Visualize Data Ranges with Matplotlib

Plotting discrete data is straightforward; representing ranges of data is more involved. Fortunately, Python's matplotlib library has a built-in function, fill_between()
, that lets you easily visualize data ranges. In this Quick Success Data Science project, we'll use it to benchmark the National Oceanic and Atmospheric Administration's annual hurricane outlook.
The Dataset
Every May, NOAA releases its "Atlantic Hurricane Outlook" report for the June-November hurricane season. These outlooks include predicted ranges for named storms, hurricanes, and major hurricanes (defined as Category 3 and higher). You can find an example report for 2021 here [1]. NOAA/National Weather Service data is provided by the US government as open data, free to use for any purpose.
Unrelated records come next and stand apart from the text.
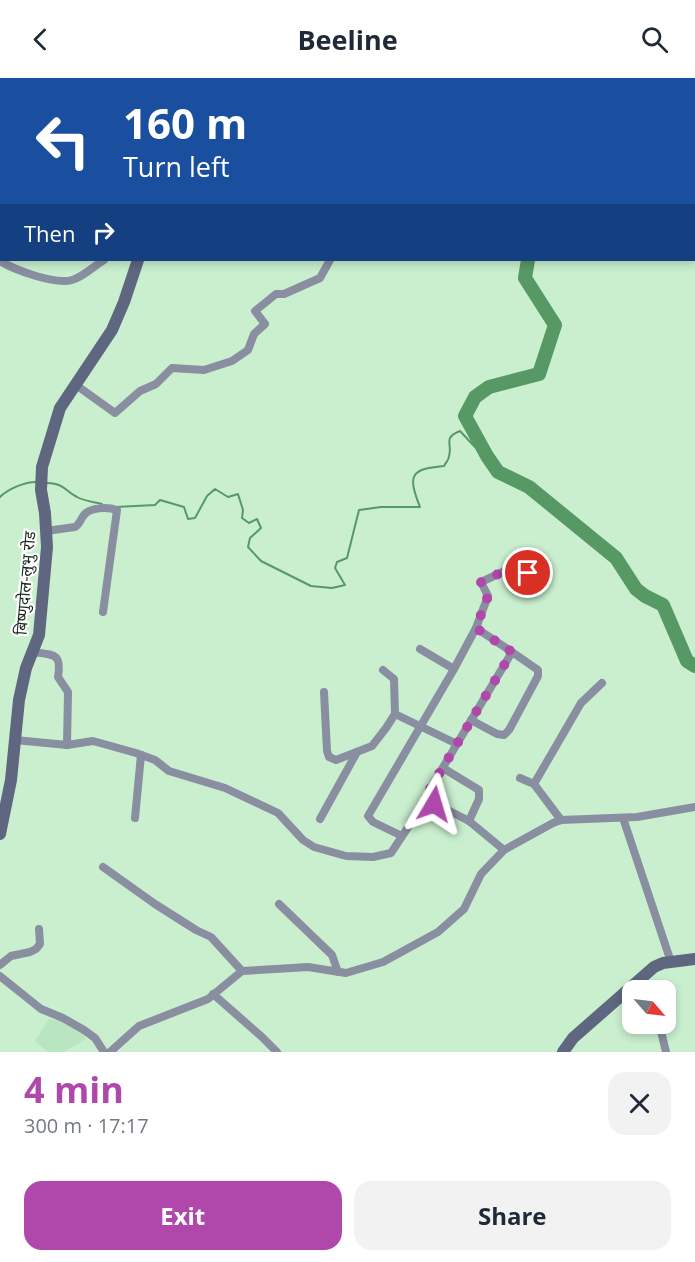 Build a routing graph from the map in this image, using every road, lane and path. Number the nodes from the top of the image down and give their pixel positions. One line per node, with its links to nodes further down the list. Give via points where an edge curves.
1 (0, 261): 2 (street, via 57,281 72,280)
2 (102, 261)
3 (138, 261): 5 (street, बिष्णुदोल-लुभु रोड, via 112,330)
4 (329, 261): 5 (street, via 320,278 276,294 255,311 265,324 254,334 248,350 232,362 204,370 172,368 115,413)
5 (76, 385): 6 (street, बिष्णुदोल-लुभु रोड, via 60,408 42,467)
6 (46, 531): 8 (street, via 75,527 90,510 117,510); 11 (street, बिष्णुदोल-लुभु रोड, via 39,635)
7 (537, 556): 9 (street, via 522,576 507,570 481,582 488,596)
8 (103, 612)
9 (476, 628): 12 (street); 13 (street)
10 (420, 649): 13 (street)
11 (33, 652): 20 (street, बिष्णुदोल-लुभु रोड, via 19,699); 22 (street, via 58,658 58,677 68,692)
12 (512, 652): 18 (street); 18 (street, via 538,670 538,676 509,730 504,735 497,734)
13 (454, 669): 19 (street)
14 (383, 670): 17 (street, via 394,679)
15 (602, 683): 27 (street, via 581,703)
16 (324, 692): 23 (street, via 329,757 336,760)
17 (395, 714): 19 (street); 23 (street, via 372,746)
18 (471, 720): 21 (street)
19 (420, 726): 21 (street); 36 (street, via 368,816 372,822)
20 (15, 740): 22 (street); 35 (street, बिष्णुदोल-लुभु रोड)
21 (457, 744): 25 (street)
22 (67, 745): 24 (street, via 93,741)
23 (357, 752): 32 (street)
24 (141, 755): 30 (street); 36 (street, via 169,771 225,788 278,813 314,847 346,856 373,857 391,853)
25 (443, 768): 28 (street); 34 (street, via 479,790)
26 (520, 778): 27 (street)
27 (534, 784): 33 (street)
28 (428, 797): 34 (street, via 434,804); 36 (street)
29 (695, 807): 31 (street)
30 (135, 818)
31 (623, 818): 33 (street); 42 (street)
32 (320, 819)
33 (561, 820): 37 (street)
34 (469, 821): 37 (street)
35 (0, 834)
36 (402, 836)
37 (504, 849): 45 (street, via 481,874 464,909 438,932 383,962)
38 (103, 867): 44 (street, via 155,904 211,936)
39 (279, 904): 45 (street, via 332,955)
40 (39, 929): 43 (street, via 40,944 36,949 11,956)
41 (695, 959): 42 (street)
42 (671, 962): 47 (street, via 654,967)
43 (0, 965)
44 (242, 971): 45 (street, via 308,967); 48 (street)
45 (338, 972)
46 (0, 976): 50 (street, via 41,1009 95,1038)
47 (640, 978): 53 (street, via 573,1038)
48 (213, 994): 51 (street, via 140,1026); 52 (street)
49 (662, 1034): 54 (street)
50 (104, 1052)
51 (110, 1052)
52 (277, 1052)
53 (563, 1052)
54 (666, 1052)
In order to benchmark the accuracy of these forecasts, we'll use the annual hurricane season summaries provided by Wikipedia. These summaries provide the actual number of storms and hurricanes for each year. You can find the 2021 season entry here [2]. Wikipedia pages are provided under a CC BY-SA 4.0 license.
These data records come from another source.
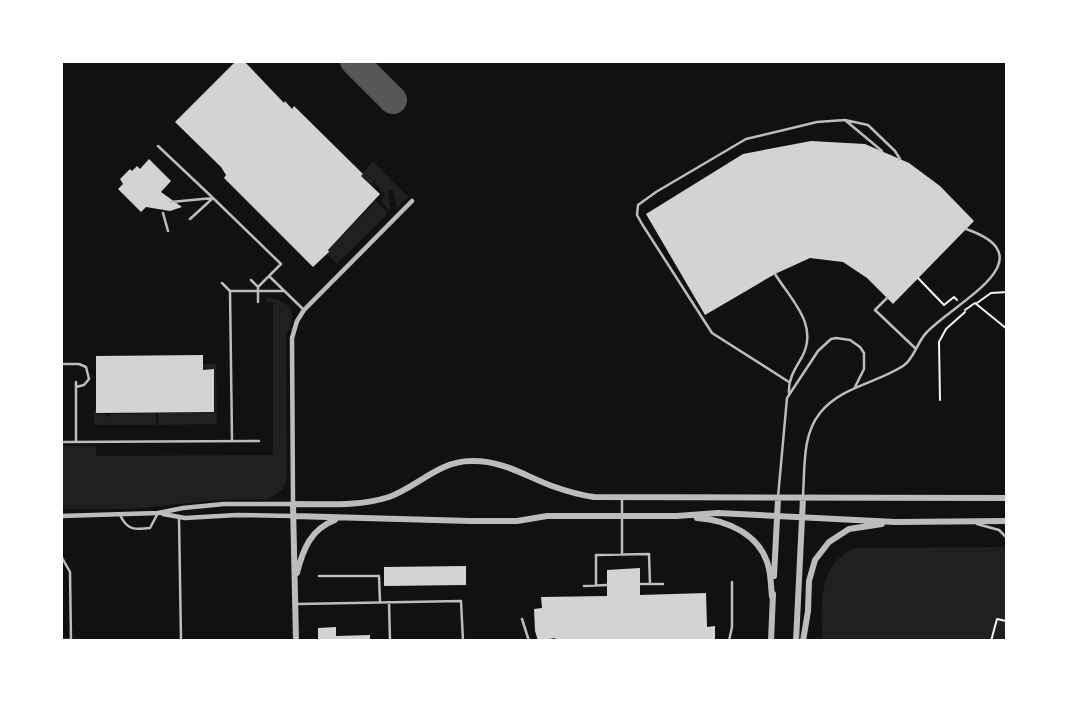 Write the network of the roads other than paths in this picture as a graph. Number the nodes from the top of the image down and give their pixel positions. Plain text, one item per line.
1 (845, 120) junction
2 (158, 146) dead end
3 (882, 151) dead end
4 (900, 159) dead end
5 (213, 198) junction
6 (412, 201) dead end
7 (171, 202) dead end
8 (163, 213) dead end
9 (190, 219) dead end
10 (966, 229) dead end
11 (168, 231) dead end
12 (775, 274) dead end
13 (269, 276) junction
14 (251, 281) dead end
15 (222, 283) dead end
16 (258, 289) junction
17 (284, 290) junction
18 (230, 291) junction
19 (887, 298) dead end
20 (258, 302) dead end
21 (304, 310) junction
22 (915, 348) junction
23 (61, 364) edge
24 (789, 382) junction
25 (853, 389) junction
26 (789, 394) junction
27 (232, 441) junction
28 (259, 441) dead end
29 (61, 442) edge
30 (76, 442) junction
31 (622, 498) junction
32 (803, 498) junction
33 (1007, 498) edge
34 (778, 499) junction
35 (293, 504) junction
36 (158, 513) junction
37 (777, 514) junction
38 (120, 515) junction
39 (61, 516) edge
40 (293, 516) junction
41 (621, 516) junction
42 (677, 516) junction
43 (179, 517) junction
44 (342, 517) junction
45 (802, 517) junction
46 (1007, 521) edge
47 (895, 522) junction
48 (960, 522) junction
49 (1007, 538) edge
50 (622, 555) junction
51 (61, 556) edge
52 (319, 576) dead end
53 (295, 582) junction
54 (732, 582) dead end
55 (640, 584) dead end
56 (650, 584) junction
57 (663, 584) dead end
58 (596, 585) junction
59 (607, 585) dead end
60 (584, 586) dead end
61 (772, 597) junction
62 (380, 602) junction
63 (389, 602) junction
64 (295, 604) junction
65 (522, 619) dead end
66 (61, 640) edge
67 (71, 640) edge
68 (181, 641) edge
69 (296, 641) edge
70 (390, 641) edge
71 (463, 641) edge
72 (529, 641) edge
73 (729, 641) edge
74 (771, 641) edge
75 (796, 641) edge
76 (803, 641) edge

1 - 3 lane
1 - 4 lane
1 - 24 lane
2 - 5 lane
5 - 7 lane
5 - 9 lane
5 - 13 lane
6 - 21 street
8 - 11 lane
10 - 22 lane
12 - 24 lane
13 - 16 lane
13 - 17 lane
14 - 16 lane
15 - 18 lane
16 - 17 lane
16 - 18 lane
16 - 20 lane
17 - 21 lane
18 - 27 lane
19 - 22 lane
21 - 35 street
22 - 25 lane
23 - 30 lane
24 - 26 lane
25 - 26 lane
25 - 32 lane
26 - 34 lane
27 - 28 lane
27 - 30 lane
29 - 30 lane
31 - 34 street
31 - 35 street
31 - 41 lane
32 - 33 street
32 - 34 street
32 - 45 street
34 - 37 street
35 - 36 street
35 - 40 street
36 - 38 street
36 - 38 lane
36 - 43 street
37 - 42 street
37 - 45 street
37 - 61 street
38 - 39 street
40 - 43 street
40 - 44 street
40 - 53 street
41 - 42 street
41 - 44 street
41 - 50 lane
42 - 61 street
43 - 68 lane
44 - 53 street
45 - 47 street
45 - 75 street
46 - 48 street
47 - 48 street
47 - 76 street
48 - 49 lane
50 - 56 lane
50 - 58 lane
51 - 67 lane
52 - 62 lane
53 - 64 street
54 - 73 lane
55 - 56 lane
56 - 57 lane
58 - 59 lane
58 - 60 lane
61 - 74 street
62 - 63 lane
62 - 64 lane
63 - 70 lane
63 - 71 lane
64 - 69 street
65 - 72 lane
66 - 67 lane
Wikipedia also includes lists for _La Niña and El Niño_ events [3][4]. These represent weather patterns that occur in the Pacific Ocean every few years. During La Niña years, the water in the eastern Pacific is colder than normal, cooling the air above it. The opposite occurs in El Niño years.
The La Niña pattern favors stronger hurricane activity in the Atlantic basin while El Niño suppresses hurricane development [5]. To check this, we'll also color-code our plot for these events.
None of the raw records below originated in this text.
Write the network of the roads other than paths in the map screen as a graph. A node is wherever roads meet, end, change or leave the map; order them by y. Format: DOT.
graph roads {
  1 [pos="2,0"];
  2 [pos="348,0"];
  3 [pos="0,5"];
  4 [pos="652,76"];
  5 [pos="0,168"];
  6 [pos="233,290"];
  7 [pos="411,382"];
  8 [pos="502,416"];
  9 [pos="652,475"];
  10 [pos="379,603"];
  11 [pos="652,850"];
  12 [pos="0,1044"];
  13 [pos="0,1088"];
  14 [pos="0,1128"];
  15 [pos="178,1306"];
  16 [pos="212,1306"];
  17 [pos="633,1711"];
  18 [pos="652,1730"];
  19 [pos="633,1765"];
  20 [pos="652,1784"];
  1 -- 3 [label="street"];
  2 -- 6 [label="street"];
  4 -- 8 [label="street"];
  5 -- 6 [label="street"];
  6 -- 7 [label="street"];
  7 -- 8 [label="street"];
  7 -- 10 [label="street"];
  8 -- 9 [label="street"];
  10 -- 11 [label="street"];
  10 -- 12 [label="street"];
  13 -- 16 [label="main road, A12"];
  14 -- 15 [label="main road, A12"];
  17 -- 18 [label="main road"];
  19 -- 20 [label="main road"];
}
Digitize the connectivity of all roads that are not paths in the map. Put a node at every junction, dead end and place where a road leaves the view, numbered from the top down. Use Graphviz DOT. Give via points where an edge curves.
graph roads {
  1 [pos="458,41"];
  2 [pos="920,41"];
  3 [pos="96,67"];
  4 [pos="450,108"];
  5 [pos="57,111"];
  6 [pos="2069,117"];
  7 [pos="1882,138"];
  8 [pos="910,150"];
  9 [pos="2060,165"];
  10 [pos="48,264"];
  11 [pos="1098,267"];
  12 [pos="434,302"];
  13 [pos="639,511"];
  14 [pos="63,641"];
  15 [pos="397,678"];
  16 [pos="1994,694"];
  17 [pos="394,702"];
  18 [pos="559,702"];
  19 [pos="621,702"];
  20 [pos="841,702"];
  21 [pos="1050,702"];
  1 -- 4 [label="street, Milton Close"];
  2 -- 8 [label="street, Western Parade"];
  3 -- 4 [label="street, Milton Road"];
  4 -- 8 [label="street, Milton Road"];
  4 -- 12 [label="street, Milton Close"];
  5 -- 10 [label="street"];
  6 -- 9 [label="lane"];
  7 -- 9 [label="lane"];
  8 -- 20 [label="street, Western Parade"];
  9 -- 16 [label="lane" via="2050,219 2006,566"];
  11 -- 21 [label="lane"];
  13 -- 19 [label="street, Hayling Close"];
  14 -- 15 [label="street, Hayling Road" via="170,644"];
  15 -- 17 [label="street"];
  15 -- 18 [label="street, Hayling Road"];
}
For convenience, I've already compiled all this information for the years 2001–2022 and stored it as a CSV file in this Gist.
NOAA issues an updated hurricane forecast every August, so you need to take care when selecting data and referencing predictions. We'll be using the May outlooks.
Installing Libraries
We'll use pandas for data handling and matplotlib for plotting. Install them with either:
conda install matplotlib pandas
or
pip install matplotlib pandas
The Code
The following code was written in JupyterLab and is described by cell.
Importing Modules
Besides performing data analysis and plotting, we're going to make a custom marker to represent a hurricane. To do this, we'll need to import NumPy, Python's numerical analysis package, and a matplotlib module known as mpath
used for working with polylines.
import numpy as np
import matplotlib.pyplot as plt
import matplotlib.path as mpath
import pandas as pd
Loading the Dataset
The CSV file contains low and high values for both predicted hurricanes (H) and major hurricanes (MH). It also includes the actual number of hurricanes and major hurricanes, and whether or not the season fell in a La Niña or El Niño event. A transitional year is labeled as a "Weak Event."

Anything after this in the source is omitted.